Les agents de code IA sont maintenant assez rapides pour que la vraie question ne soit plus seulement : “est-ce que le modèle peut écrire du code ?” La question plus importante est : est-ce que l’agent suit la discipline d’ingénierie qui garde un vrai codebase en bonne santé ?
Il faut écrire une spécification, découper le travail, construire par petites tranches, tester ce qui change, relire le résultat et livrer avec des preuves.
agent-skills d’Addy Osmani est une tentative open source de transformer cette discipline en workflows réutilisables. Le dépôt le présente comme un ensemble de compétences d’ingénierie de niveau production pour agents de code IA. Concrètement, c’est une collection de compétences Markdown, commandes slash, personas, hooks et checklists qui aident les agents à agir moins comme de l’autocomplétion et plus comme un coéquipier prudent.
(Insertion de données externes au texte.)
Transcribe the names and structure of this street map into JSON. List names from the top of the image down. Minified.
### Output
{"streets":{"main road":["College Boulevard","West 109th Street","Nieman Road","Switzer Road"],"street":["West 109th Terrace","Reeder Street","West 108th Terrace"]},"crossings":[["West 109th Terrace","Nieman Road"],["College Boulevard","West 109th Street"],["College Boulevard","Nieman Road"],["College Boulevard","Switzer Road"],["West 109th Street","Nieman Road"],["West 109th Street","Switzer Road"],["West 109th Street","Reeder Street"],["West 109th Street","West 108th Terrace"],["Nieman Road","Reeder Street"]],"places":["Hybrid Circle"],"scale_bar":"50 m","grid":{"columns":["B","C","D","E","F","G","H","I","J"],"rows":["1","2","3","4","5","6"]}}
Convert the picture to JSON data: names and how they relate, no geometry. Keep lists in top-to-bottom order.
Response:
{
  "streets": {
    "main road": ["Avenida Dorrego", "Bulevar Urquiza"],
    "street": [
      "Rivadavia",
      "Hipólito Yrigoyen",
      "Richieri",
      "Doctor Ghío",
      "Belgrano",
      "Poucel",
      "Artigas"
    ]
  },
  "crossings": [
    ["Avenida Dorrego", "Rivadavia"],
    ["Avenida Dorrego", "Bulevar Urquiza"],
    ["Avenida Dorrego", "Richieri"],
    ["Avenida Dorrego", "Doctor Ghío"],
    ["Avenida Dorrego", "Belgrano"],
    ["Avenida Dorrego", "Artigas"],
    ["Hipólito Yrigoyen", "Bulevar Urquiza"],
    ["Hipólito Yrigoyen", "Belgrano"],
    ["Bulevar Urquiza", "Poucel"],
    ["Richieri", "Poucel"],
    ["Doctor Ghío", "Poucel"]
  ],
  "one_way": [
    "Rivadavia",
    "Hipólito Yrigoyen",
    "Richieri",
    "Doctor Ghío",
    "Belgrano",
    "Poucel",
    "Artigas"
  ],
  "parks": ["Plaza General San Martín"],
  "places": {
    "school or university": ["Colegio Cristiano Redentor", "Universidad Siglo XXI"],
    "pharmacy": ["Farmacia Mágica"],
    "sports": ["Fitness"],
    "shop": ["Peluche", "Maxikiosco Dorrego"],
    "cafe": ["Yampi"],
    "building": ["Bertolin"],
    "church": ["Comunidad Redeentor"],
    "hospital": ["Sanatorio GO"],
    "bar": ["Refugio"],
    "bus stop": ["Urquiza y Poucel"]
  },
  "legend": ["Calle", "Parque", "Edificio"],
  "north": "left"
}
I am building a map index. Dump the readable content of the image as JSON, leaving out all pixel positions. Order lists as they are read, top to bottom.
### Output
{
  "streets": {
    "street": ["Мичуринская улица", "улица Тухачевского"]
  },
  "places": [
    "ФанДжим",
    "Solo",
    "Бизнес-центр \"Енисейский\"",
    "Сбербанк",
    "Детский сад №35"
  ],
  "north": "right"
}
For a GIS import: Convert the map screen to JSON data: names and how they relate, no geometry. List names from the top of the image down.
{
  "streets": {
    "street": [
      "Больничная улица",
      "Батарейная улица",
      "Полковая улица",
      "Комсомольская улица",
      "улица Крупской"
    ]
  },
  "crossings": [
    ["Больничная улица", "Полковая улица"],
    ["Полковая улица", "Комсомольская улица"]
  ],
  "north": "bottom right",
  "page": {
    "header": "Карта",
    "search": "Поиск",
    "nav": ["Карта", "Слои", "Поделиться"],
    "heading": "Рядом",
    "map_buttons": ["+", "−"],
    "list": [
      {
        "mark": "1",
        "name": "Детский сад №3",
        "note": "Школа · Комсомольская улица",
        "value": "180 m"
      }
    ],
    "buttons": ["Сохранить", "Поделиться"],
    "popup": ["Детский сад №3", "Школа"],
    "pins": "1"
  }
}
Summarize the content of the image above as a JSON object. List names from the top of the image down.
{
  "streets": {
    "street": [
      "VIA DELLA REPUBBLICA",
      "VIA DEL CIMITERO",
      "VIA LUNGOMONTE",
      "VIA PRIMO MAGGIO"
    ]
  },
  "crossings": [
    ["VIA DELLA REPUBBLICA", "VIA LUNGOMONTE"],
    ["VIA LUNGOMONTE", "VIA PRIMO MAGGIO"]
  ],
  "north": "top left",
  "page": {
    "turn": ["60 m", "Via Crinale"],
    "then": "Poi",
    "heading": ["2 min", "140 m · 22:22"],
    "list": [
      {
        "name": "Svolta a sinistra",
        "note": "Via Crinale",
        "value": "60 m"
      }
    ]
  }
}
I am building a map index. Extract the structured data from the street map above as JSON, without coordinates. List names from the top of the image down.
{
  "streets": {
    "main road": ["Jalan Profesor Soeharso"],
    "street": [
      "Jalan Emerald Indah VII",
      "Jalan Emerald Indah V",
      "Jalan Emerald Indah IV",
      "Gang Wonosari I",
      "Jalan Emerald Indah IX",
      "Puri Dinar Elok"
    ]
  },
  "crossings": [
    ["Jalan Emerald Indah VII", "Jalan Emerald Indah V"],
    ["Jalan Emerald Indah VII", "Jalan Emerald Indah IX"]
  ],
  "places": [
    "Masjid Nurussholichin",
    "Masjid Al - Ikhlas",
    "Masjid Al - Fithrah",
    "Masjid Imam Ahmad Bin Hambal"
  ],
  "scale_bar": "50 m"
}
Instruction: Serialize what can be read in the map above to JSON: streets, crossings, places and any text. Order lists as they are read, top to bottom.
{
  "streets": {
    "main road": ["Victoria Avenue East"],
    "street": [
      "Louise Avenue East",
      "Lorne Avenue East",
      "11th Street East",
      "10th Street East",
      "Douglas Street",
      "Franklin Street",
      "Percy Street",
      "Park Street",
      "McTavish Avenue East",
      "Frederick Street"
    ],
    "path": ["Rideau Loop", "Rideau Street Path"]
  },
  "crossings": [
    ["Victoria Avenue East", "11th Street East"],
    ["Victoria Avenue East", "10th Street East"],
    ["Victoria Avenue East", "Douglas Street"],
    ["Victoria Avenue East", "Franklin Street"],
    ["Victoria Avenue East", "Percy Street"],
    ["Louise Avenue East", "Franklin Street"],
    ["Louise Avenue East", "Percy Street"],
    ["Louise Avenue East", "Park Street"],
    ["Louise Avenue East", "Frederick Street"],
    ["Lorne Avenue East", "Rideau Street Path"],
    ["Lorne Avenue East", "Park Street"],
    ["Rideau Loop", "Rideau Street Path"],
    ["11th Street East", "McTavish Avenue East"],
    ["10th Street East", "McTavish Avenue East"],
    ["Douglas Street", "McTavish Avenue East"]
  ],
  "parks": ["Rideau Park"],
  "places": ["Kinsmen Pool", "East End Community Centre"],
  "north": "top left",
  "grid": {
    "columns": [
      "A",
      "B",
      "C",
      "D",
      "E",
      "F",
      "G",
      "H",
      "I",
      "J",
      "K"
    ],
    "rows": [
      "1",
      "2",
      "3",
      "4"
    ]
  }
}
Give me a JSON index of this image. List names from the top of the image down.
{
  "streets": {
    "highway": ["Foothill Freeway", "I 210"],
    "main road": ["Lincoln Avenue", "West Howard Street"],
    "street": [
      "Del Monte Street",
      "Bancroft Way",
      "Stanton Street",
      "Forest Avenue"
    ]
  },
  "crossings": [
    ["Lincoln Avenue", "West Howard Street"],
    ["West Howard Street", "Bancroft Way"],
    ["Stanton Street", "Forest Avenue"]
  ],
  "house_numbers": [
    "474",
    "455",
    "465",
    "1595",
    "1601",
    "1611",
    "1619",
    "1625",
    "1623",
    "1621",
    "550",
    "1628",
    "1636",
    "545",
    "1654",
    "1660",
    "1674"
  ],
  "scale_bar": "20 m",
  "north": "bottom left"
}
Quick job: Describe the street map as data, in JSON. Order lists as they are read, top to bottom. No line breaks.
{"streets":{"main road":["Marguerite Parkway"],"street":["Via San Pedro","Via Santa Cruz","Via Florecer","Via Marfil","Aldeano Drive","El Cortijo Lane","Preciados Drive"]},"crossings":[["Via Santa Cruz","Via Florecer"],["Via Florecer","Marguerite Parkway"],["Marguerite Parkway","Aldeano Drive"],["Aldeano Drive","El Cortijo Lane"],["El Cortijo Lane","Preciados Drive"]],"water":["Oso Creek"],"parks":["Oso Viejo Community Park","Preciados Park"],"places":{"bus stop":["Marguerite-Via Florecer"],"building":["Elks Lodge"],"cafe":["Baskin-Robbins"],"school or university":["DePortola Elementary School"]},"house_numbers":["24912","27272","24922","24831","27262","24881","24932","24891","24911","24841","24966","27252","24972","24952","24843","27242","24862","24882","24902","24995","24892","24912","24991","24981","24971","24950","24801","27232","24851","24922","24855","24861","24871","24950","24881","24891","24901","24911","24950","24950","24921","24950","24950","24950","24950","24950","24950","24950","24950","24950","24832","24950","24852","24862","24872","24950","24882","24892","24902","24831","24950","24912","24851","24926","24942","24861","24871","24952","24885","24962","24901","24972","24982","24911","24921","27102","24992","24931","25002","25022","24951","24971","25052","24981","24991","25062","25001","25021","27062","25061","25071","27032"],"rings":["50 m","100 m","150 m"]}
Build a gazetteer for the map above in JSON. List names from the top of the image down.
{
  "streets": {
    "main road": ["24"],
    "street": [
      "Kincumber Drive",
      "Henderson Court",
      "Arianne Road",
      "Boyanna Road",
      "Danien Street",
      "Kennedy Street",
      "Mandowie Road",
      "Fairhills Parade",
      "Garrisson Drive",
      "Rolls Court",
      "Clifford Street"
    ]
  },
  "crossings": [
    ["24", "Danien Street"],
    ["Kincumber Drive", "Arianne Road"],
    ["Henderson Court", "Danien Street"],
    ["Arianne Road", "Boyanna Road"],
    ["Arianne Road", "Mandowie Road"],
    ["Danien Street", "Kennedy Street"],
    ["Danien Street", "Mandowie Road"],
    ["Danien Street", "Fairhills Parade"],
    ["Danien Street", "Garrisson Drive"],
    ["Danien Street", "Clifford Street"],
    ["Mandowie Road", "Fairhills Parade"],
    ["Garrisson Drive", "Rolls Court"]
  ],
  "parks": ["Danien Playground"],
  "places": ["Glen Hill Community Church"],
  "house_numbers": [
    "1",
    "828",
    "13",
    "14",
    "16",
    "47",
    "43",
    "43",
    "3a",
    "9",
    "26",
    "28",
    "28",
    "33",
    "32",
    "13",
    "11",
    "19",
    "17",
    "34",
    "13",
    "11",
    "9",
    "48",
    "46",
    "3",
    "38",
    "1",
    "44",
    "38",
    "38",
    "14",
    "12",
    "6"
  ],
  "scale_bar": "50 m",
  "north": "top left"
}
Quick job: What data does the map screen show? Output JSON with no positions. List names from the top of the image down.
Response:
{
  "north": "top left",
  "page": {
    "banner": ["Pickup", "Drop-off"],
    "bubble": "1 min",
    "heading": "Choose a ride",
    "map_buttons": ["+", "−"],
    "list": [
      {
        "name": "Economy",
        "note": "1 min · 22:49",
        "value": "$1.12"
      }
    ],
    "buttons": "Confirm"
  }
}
L’idée importante est simple : les prompts ne suffisent pas. Les agents ont besoin de processus répétables.
Ce qu’est Agent Skills
Agent Skills est un pack de workflows pour agents de code IA. Il donne à l’agent des instructions structurées pour toute la boucle de livraison logicielle :
Définir -> Planifier -> Construire -> Vérifier -> Relire -> Livrer
Le projet mappe cette boucle à 7 commandes slash :
| Étape | Commande | Objectif |
|---|---|---|
| Définir | /spec | Transformer une idée en spécification concrète |
| Planifier | /plan | Découper le travail en tâches petites et vérifiables |
| Construire | /build | Implémenter une tranche utile à la fois |
| Vérifier | /test | Prouver que le changement fonctionne |
| Relire | /review | Vérifier la qualité avant merge |
| Simplifier | /code-simplify | Réduire la complexité inutile |
| Livrer | /ship | Préparer la mise en production |
Derrière ces commandes, il y a 20 compétences. Chaque compétence est un workflow ciblé avec des étapes, des conditions de déclenchement, des signaux d’alerte, des contrôles contre les rationalisations et des exigences de vérification.
C’est important parce que les échecs des agents sont souvent des échecs de processus : l’agent saute la spécification, écrit trop de code d’un coup, oublie les tests, rationalise un build instable ou annonce que tout est terminé sans preuve.
Agent Skills essaie de bloquer ces échecs au niveau des instructions.
Les 20 compétences sont le vrai produit
Les commandes slash sont des points d’entrée pratiques, mais la bibliothèque de compétences est la partie la plus intéressante.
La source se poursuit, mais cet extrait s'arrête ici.